Question: Is `ThreadPoolExecutor` a known incompatible library? #1102

schuylermartin45 · 2024-12-16T22:10:59Z

Describe the bug
Not sure if this is a bug yet, as much as a sanity check/question. I recently started using the ThreadPoolExecutor context from concurrent.futures to parallelize network requests.

I've had tests running using pyfakefs for about a month or so now. As soon as I added the thread pool, some tests started taking a significant amount of time. I'm talking about from going from milliseconds to 30 seconds.

I thought it was a deadlock at first but the tests always eventually resolve. There is also no such slow down outside of the testing environment. Although I haven't ruled everything out, if I disable pyfakefs, the issue disappears.

I assume this is caused for much the same reasons why subprocess and multiprocessing have known compatibility issues. I mean we are talking threads and not processes, but they probably make similar low-level calls.
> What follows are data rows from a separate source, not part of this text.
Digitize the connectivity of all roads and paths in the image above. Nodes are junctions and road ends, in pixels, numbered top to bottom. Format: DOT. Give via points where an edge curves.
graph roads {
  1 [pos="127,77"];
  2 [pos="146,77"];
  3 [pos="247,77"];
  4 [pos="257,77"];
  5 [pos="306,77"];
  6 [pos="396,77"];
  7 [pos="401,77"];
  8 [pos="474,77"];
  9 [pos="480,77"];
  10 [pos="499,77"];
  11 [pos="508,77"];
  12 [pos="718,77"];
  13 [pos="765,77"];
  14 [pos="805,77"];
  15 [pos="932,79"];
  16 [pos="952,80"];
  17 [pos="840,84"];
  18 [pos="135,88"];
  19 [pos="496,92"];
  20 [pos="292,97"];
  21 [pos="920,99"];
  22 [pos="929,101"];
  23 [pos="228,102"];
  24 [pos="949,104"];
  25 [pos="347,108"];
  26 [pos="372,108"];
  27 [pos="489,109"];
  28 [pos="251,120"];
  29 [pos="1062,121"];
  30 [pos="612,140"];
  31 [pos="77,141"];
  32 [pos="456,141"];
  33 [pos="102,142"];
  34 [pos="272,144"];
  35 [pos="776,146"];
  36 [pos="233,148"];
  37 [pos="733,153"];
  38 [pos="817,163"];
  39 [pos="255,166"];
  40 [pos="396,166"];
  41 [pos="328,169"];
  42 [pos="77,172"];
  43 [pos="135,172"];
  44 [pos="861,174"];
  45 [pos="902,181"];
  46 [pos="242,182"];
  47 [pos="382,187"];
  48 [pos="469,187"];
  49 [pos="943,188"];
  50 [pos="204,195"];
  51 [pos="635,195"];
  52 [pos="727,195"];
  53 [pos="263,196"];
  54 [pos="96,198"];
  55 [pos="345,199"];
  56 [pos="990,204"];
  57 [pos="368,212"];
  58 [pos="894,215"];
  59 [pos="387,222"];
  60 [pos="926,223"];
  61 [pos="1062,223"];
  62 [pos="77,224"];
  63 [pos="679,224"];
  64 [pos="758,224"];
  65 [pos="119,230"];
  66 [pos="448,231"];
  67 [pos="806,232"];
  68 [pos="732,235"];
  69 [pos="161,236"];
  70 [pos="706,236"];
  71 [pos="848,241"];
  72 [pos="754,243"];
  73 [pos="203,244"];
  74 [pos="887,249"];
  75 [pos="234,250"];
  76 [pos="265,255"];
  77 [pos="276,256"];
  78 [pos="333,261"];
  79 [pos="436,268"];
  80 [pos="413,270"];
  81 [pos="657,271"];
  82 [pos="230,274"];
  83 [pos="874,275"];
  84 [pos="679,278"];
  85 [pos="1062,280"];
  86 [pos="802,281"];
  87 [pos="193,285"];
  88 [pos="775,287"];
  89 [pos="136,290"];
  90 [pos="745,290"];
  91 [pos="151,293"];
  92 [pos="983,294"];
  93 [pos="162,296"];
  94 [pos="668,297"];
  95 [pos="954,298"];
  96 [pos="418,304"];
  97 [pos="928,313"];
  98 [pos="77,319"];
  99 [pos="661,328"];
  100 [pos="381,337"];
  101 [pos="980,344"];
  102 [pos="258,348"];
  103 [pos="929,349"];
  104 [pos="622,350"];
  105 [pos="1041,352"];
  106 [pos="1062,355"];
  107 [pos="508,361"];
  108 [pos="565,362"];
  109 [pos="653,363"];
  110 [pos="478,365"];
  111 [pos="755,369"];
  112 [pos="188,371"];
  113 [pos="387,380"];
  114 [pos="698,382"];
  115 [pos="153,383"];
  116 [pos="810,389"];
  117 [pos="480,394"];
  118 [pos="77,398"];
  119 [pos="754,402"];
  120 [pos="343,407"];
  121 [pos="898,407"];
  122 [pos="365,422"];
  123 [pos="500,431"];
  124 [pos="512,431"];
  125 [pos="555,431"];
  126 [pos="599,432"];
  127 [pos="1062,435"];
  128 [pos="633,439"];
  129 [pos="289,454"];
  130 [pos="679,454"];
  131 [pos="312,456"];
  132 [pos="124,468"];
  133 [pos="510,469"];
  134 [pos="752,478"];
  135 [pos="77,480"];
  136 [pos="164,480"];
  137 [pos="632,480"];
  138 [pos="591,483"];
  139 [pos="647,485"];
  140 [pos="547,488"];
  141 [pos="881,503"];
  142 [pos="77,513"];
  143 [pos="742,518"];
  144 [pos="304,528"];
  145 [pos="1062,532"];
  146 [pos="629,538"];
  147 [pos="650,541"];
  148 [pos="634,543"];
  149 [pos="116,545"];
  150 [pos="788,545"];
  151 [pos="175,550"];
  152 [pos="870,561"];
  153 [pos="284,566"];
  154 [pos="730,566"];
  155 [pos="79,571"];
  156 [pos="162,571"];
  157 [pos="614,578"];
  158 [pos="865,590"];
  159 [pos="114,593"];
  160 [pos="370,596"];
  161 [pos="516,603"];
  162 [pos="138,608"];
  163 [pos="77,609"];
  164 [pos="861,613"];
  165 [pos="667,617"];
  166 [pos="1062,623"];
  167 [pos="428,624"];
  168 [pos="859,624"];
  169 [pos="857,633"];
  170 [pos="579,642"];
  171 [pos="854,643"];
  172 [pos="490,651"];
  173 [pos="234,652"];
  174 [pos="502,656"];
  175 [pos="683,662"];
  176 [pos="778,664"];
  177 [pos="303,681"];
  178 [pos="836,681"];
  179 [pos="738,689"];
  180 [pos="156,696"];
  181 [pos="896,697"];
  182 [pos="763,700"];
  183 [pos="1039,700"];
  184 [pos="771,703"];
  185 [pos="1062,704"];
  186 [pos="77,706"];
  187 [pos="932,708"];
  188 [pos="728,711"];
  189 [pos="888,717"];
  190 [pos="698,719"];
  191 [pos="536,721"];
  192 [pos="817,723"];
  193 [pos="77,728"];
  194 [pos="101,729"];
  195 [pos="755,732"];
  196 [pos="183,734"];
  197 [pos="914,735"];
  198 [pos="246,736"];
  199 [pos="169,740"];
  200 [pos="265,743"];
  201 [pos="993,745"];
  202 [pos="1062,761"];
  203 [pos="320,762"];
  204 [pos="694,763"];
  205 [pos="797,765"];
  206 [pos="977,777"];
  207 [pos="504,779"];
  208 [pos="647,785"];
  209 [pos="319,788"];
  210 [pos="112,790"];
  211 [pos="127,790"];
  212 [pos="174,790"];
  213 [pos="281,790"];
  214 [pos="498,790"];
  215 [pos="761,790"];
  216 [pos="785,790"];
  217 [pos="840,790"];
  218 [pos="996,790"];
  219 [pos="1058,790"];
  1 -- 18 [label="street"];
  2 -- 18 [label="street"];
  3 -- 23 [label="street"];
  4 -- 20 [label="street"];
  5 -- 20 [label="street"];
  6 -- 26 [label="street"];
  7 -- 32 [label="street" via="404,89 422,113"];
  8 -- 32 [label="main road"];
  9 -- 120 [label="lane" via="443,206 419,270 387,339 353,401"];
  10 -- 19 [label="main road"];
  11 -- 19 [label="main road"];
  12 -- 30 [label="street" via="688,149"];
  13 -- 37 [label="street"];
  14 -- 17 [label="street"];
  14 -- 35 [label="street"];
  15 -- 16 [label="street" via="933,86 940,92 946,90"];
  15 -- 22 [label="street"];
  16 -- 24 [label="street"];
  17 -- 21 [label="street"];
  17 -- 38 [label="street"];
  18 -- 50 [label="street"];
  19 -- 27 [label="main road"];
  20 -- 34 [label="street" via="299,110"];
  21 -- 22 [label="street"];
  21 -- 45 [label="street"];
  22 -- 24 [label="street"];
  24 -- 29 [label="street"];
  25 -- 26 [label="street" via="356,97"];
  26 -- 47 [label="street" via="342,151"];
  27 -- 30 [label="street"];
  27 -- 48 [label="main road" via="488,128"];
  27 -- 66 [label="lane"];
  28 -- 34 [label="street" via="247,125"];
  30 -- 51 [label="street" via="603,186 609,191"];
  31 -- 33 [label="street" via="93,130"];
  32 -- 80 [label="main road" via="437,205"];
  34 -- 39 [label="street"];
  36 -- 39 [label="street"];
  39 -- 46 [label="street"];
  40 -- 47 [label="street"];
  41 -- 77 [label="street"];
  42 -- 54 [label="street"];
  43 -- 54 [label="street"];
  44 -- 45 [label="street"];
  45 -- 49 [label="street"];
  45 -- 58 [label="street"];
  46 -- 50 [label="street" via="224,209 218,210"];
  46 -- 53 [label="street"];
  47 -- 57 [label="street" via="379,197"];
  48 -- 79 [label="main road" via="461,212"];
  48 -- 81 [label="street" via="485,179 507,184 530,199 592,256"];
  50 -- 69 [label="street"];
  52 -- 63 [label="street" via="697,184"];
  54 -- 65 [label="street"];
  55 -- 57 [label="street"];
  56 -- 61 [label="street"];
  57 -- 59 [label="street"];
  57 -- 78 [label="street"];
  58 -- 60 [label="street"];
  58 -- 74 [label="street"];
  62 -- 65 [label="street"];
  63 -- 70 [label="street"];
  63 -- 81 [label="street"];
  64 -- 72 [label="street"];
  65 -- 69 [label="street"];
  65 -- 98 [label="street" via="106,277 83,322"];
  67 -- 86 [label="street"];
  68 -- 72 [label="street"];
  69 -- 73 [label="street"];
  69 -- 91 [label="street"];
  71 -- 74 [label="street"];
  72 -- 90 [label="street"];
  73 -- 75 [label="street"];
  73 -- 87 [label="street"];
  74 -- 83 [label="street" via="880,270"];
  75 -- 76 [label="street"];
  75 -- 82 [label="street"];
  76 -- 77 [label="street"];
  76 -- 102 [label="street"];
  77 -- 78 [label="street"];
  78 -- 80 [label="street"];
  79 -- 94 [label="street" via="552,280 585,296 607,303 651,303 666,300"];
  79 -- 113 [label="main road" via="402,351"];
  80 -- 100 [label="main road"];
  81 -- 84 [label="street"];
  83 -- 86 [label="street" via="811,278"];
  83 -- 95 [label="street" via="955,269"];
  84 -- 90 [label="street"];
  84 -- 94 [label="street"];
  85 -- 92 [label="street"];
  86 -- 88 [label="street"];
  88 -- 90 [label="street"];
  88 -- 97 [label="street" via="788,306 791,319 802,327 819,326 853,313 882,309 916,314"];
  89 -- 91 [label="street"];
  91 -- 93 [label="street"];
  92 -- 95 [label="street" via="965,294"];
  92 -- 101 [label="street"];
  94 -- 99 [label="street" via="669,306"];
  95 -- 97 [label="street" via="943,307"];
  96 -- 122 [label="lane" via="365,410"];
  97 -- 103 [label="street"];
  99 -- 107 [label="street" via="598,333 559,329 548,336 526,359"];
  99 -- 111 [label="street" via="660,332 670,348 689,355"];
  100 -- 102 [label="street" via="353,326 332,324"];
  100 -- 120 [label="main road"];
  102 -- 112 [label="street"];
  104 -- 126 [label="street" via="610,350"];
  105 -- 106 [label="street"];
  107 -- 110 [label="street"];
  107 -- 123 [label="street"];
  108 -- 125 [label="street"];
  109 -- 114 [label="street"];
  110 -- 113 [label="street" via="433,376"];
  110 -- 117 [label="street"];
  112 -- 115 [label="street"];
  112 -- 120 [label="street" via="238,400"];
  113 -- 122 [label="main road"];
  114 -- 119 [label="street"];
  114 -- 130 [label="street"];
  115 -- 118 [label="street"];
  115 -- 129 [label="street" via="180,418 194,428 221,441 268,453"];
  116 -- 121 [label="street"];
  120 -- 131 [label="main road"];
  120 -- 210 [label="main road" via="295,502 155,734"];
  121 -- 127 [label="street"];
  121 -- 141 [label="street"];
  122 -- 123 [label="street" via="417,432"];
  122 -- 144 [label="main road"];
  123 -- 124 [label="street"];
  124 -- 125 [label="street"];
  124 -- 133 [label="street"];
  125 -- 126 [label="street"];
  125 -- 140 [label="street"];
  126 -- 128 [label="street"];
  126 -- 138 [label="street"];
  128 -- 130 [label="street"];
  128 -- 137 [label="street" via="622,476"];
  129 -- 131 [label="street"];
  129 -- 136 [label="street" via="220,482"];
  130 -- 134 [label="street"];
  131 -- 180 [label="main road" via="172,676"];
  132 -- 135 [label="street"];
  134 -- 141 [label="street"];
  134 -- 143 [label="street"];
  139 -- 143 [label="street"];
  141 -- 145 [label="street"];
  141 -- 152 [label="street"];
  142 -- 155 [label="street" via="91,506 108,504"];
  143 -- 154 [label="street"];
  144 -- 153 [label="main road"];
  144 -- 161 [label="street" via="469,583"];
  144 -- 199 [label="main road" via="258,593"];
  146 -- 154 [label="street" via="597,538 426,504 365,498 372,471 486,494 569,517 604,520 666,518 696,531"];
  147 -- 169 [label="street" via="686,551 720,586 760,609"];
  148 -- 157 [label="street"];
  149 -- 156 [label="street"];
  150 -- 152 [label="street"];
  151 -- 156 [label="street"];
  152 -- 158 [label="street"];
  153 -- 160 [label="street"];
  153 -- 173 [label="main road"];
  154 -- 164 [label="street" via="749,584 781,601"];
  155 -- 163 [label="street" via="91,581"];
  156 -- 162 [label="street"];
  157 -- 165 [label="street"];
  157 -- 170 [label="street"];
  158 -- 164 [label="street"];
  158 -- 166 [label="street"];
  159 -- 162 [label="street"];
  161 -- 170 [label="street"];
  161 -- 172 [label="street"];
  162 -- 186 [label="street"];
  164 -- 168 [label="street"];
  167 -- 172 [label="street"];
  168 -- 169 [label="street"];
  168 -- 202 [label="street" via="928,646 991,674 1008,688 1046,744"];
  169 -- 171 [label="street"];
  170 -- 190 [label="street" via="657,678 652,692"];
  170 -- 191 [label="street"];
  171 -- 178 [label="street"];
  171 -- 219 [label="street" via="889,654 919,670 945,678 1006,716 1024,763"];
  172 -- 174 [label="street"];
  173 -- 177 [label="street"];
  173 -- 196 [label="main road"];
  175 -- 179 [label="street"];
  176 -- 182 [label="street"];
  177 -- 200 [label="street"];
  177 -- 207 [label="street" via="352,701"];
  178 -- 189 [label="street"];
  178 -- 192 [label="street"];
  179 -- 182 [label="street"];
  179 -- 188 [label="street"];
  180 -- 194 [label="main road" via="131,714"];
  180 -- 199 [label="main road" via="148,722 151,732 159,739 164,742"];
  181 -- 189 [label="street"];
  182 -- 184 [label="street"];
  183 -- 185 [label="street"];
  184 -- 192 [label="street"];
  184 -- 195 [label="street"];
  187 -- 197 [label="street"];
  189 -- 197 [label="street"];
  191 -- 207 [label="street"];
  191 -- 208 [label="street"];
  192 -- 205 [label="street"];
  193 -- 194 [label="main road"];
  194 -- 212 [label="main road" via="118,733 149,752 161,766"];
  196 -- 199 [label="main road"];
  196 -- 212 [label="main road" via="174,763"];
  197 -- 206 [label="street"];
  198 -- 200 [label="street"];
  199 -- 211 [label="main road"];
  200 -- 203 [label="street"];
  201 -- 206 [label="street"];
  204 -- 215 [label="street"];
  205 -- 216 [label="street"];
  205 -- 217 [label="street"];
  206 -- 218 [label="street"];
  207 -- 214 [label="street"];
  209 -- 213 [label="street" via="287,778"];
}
So here's my question: is concurrent.futures another library with known compatibility issues? Should it be added to the documentation I linked to above? Does the same go for the older ThreadPool library?

And is there a general recommendation for working around this kind of issue? I don't really want to disable the thread pool just for the tests and I also need pyfakefs to mock the file system.

Let me know if you would like more context or details. All of this is in an open conda project so I can grab some GitHub Action logs if that would be useful. Thanks!

The text was updated successfully, but these errors were encountered:

mrbean-bremen · 2024-12-17T06:40:50Z

Interesting... I haven't seen this yet, probably because nobody has used ThreadPoolExecutor or concurrent.futures with pyfakefs, but would guess that it is not compatible given that multithreading also has problems. pyfakefs is generally more suited to "standard" unit tests as opposed to integration tests in the sense of the complexity of the environment.

The behavior is strange though. So far, the problems usually appear as a faked file function trying to access a real file or vice verse, resulting in an exception, mostly FileNotFound or similar.
I have no idea what could cause that slowdown though, but I will see if I can find something out later. I guess it is unrealistic to ask for a simple reproducible example...

schuylermartin45 · 2024-12-17T15:33:40Z

If I find time this week, I could try to isolate this to an streamlined example. I guess this is further complicated by also using:

pytest w/ xdist to parallelize the tests
Python's tempfile library
The requests library (but this is mocked out in the problematic tests)
The click library's test CLI invocation interface
So far in my testing, those components don't appear to interfere to cause the slow down.

If I don't find time before the holidays, I'll at least point you to the project code:

Thread pool usage
The test code (namely the cases that use the gsm-amzn2-aarch64_version_bump.yaml and libprotobuf_version_bump.yaml files)
Recent GHA run Note that the pytest-cov phase takes a minute to complete. This used to be on the order of a few seconds. I will point out that I haven't addressed the warnings related to weakref yet.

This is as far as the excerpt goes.